# RPGs As Technology: Don't Do That
tags: #thoughts #game/rpg/kult
![RPGs as Technology](https://x.com/LawDogStrikes/status/1861207092314665237)
We need to talk about something very clearly. And that is that role-playing games are not a hard technology. They are not like a wing, which has a very clear metric of success.
It is foolish and ultimately self-destructive to proceed as if they are.
RPGs are a process technology that is they represent a set of methodologies and techniques for achieving things which are very squishy and difficult to measure. This is why there is such a massive diversity of them available in the marketplace.
Never, ever lean into the idea that RPGs represent *"a technology"* with qualified metrics, because that way lies the madness of the OSR and TTRPG players who have only played one game in their life and they consider it a good thing.
Don't fall into that trap, not even once. Not even entertaining it as a gedanken experiment. Most especially don't fall into it if you want to ever consider yourself a serious game designer and produce a game that people want to play.
The one thing that the online fandom wants to avoid with all of its deep and knotty little heart is raising the obvious question: *"By what measure is this thing better than this other thing?"*
Because at that point, they have to confront the fact that they don't all want the same thing at the table, nor should they. But once you say that, there's no way to claim superiority to some other group, which is getting what they want, out of the experience they're having.
Hades forfend that we put the kibosh on summarily declaring yourself superior to other people. Whatever would be the purpose of social media at that point?
But let's take this another step further and point out that this is also true down to the individual edition level of any given game.
I'm not even going to tackle the obvious example, and I'm going to go with something more obscure: **[[Kult]]**.
![[Kult 4E (cover).png]]
First edition was one of my favorite games of all time, not just because mechanically compared to other games of its era, it worked for me psychologically and intuitively with less friction, but because it really committed to a setting.
It knew what it wanted to do in terms of creating an experience and ran at it as hard as it could. And then there was the very strange choice of having a relatively long section on Kung Fu in the midst of these mechanics.

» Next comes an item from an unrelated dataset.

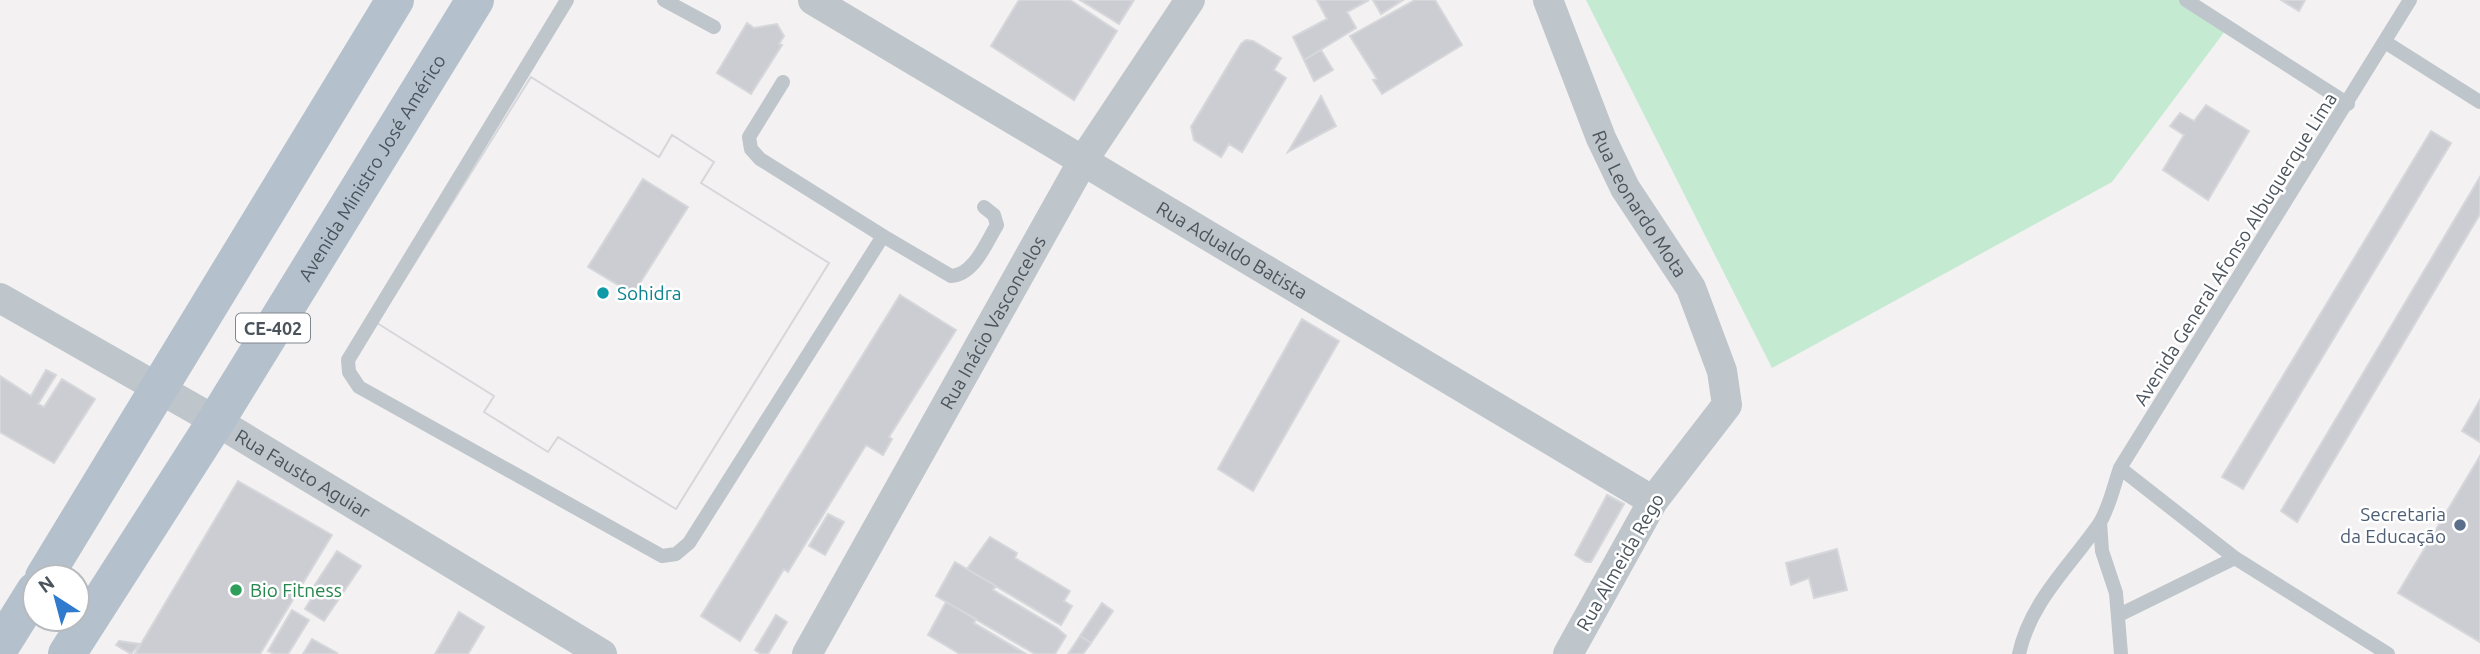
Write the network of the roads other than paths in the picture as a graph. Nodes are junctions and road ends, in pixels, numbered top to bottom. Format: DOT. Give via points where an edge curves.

Great. And then second edition came along, which wasn't for me. My metric was doing the things that first edition did for me, but better — not what second edition of **Kult** wanted to do. Instead, the designers appeared to want to capitalize on what seemed like a mishmash of modern (at the time) RPG design principles, but mated with an almost soft super-heroism.
Thematically, it wanted to go a different direction. Practically I didn't like it. Does that make it inherently a bad design? Well, I could sit down and work out whether or not it's self-consistent, which is a metric that ignores my taste and might be a good one to go by. However, there were certainly people who liked it.
Compared to the latest edition of the game, it seems to have refound that original nightmare quality that first edition possessed so effortlessly and completely scrapped the mechanical system introduced in second edition to go with something more derived from *[[Powered by the Apocalypse]]*. That's okay with me, I'm here for it.
Is it inherently better than the previous edition? Well for my purposes absolutely, without a question. Is it inherently better than second edition was for the people that liked second edition? I doubt that it is. Or at least not for the vast majority of them. That's the thing.
If we couple that with the fact that the RPG hobby is not doing the same things that it used to do, not because of any technological innovation, though that is part of it but simply because more people are having more and different thoughts about what can be or should be done within the context of role playing games in general, it's unreasonable to demand that all parts of it get better at doing all things simultaneously at exactly the same rate. It's not a technology of that nature. Instead, it's a lot more like cooking. There are a lot of tools that help you cook the way that you want to turn out the dishes that you like. We get better at producing those tools as a side effect of generalized technological development.
But your grandma's cookie recipe is not inherently worse because your mom produced by necessity, or one that you tweaked into being exactly the way that you want.
So too, RPGs. Let's not lose track of that fact in the burdensome effort of pretending that it's something that it's not.